— TASK INSTRUCTIONS —
Once you have read the data below, set it all down again exactly.

— DATA FOR PROCESSING —
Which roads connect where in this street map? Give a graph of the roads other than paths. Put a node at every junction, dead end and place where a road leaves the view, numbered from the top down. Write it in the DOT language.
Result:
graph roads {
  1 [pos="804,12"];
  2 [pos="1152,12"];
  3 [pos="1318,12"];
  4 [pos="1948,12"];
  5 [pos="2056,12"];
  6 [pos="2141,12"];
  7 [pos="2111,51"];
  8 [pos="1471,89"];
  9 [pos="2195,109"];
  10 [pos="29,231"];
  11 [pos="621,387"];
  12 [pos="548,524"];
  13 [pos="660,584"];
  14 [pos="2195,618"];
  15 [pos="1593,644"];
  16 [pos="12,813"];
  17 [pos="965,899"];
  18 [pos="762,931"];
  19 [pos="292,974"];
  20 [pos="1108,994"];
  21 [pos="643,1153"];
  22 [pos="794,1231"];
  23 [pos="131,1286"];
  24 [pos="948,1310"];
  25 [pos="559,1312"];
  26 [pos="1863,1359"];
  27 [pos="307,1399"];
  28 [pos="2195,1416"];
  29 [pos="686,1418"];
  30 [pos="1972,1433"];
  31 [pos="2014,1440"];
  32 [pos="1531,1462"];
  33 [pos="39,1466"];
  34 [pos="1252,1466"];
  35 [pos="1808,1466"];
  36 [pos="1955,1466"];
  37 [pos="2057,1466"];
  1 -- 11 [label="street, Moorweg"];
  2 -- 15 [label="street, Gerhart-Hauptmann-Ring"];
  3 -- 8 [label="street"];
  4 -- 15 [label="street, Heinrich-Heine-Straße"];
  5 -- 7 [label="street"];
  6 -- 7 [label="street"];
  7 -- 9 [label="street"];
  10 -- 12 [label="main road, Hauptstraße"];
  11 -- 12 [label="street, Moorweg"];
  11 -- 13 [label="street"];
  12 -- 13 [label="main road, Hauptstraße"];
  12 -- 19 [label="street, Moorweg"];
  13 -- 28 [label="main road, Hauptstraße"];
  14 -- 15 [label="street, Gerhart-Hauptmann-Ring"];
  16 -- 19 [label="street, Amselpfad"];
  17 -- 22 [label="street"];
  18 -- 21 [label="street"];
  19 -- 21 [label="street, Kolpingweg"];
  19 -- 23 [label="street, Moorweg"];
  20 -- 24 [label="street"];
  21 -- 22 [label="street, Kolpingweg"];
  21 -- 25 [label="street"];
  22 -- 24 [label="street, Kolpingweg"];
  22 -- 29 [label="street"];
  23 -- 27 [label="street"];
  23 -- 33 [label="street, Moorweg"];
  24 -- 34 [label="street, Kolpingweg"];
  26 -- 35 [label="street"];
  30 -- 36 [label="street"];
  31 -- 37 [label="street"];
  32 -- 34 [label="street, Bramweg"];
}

— ANSWER TO THIS EXERCISE —
Which roads connect where in this street map? Give a graph of the roads other than paths. Put a node at every junction, dead end and place where a road leaves the view, numbered from the top down. Write it in the DOT language.
Result:
graph roads {
  1 [pos="804,12"];
  2 [pos="1152,12"];
  3 [pos="1318,12"];
  4 [pos="1948,12"];
  5 [pos="2056,12"];
  6 [pos="2141,12"];
  7 [pos="2111,51"];
  8 [pos="1471,89"];
  9 [pos="2195,109"];
  10 [pos="29,231"];
  11 [pos="621,387"];
  12 [pos="548,524"];
  13 [pos="660,584"];
  14 [pos="2195,618"];
  15 [pos="1593,644"];
  16 [pos="12,813"];
  17 [pos="965,899"];
  18 [pos="762,931"];
  19 [pos="292,974"];
  20 [pos="1108,994"];
  21 [pos="643,1153"];
  22 [pos="794,1231"];
  23 [pos="131,1286"];
  24 [pos="948,1310"];
  25 [pos="559,1312"];
  26 [pos="1863,1359"];
  27 [pos="307,1399"];
  28 [pos="2195,1416"];
  29 [pos="686,1418"];
  30 [pos="1972,1433"];
  31 [pos="2014,1440"];
  32 [pos="1531,1462"];
  33 [pos="39,1466"];
  34 [pos="1252,1466"];
  35 [pos="1808,1466"];
  36 [pos="1955,1466"];
  37 [pos="2057,1466"];
  1 -- 11 [label="street, Moorweg"];
  2 -- 15 [label="street, Gerhart-Hauptmann-Ring"];
  3 -- 8 [label="street"];
  4 -- 15 [label="street, Heinrich-Heine-Straße"];
  5 -- 7 [label="street"];
  6 -- 7 [label="street"];
  7 -- 9 [label="street"];
  10 -- 12 [label="main road, Hauptstraße"];
  11 -- 12 [label="street, Moorweg"];
  11 -- 13 [label="street"];
  12 -- 13 [label="main road, Hauptstraße"];
  12 -- 19 [label="street, Moorweg"];
  13 -- 28 [label="main road, Hauptstraße"];
  14 -- 15 [label="street, Gerhart-Hauptmann-Ring"];
  16 -- 19 [label="street, Amselpfad"];
  17 -- 22 [label="street"];
  18 -- 21 [label="street"];
  19 -- 21 [label="street, Kolpingweg"];
  19 -- 23 [label="street, Moorweg"];
  20 -- 24 [label="street"];
  21 -- 22 [label="street, Kolpingweg"];
  21 -- 25 [label="street"];
  22 -- 24 [label="street, Kolpingweg"];
  22 -- 29 [label="street"];
  23 -- 27 [label="street"];
  23 -- 33 [label="street, Moorweg"];
  24 -- 34 [label="street, Kolpingweg"];
  26 -- 35 [label="street"];
  30 -- 36 [label="street"];
  31 -- 37 [label="street"];
  32 -- 34 [label="street, Bramweg"];
}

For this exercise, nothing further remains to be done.